Se trata de un gesto que pretende, según la comisión ejecutiva de la Conferencia Episcopal, «mostrar la esperanza que brota de la fe en Cristo muerto y resucitado y se comparte en la caridad». «La expresión mayor del drama que estamos viviendo es la muerte de miles de personas en soledad y, a veces, en la desesperación y falta de consuelo de sus familiares», continúa la nota de los obispos. «La manera de despedir a los difuntos, celebrar ritos de esperanza y acompañar el duelo de sus deudos, está en el origen de la civilización», y la actual crisis provocada por el coronavirus «socava este pilar». Por eso, en el día en que los cristianos celebran la victoria de Cristo sobre la muerte, el volteo de campanas será un signo de esperanza en medio de tanto drama. A esa hora, la diócesis invita de forma especial a rezar en familia el «Regina Coeli», «orando unidos por el cese de la pandemia y porque la liberación que nos viene de la Pascua pueda llenarnos de paz y gozo».

 

El Domingo de los domingos

 

Así lo van a secundar de forma especial las parroquias de Aranda de Duero que, cada domingo de Pascua celebran su tradicional «bajada del ángel». Este año, ante la imposibilidad de celebrar procesiones a causa del «estado de alarma», los arandinos están llamados a salir a sus ventanas a las doce del mediodía para aplaudir a Cristo resucitado, mientras las campanas de la iglesia de Santa María voltearán con su sonido peculiar de los domingos de Resurrección.

 

Por otro lado, la diócesis invita a todos los burgaleses a vivir esta noche de Sábado Santo de una forma especial.

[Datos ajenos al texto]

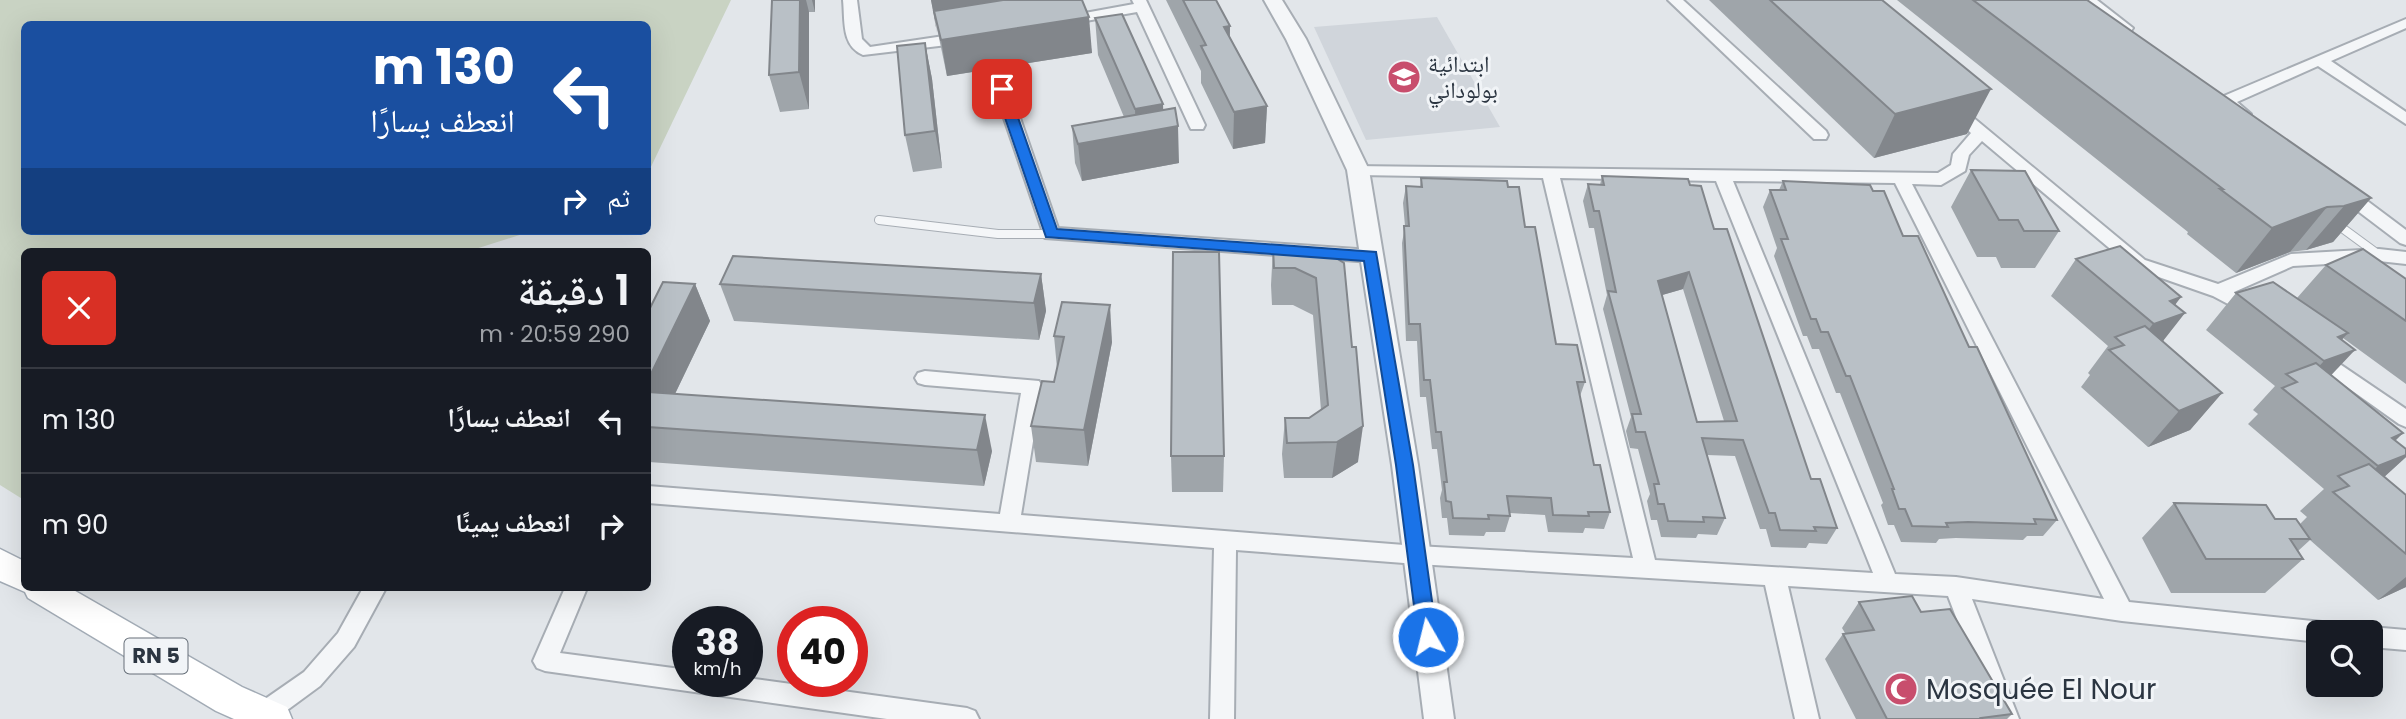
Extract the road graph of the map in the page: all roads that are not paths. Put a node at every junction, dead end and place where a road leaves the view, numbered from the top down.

Para ello, se anima a encender una vela –dejando toda la casa a oscuras– y permanecer un momento en silencio descubriendo que es Cristo quien ahuyenta la oscuridad. También se exhorta a cantar en familia el Aleluya Pascual, pues «es la Pascua del Señor, su paso por nuestras vidas». Por último, se pide colocar prudentemente la vela en las ventanas durante la noche, como un signo de la victoria de Jesús resucitado.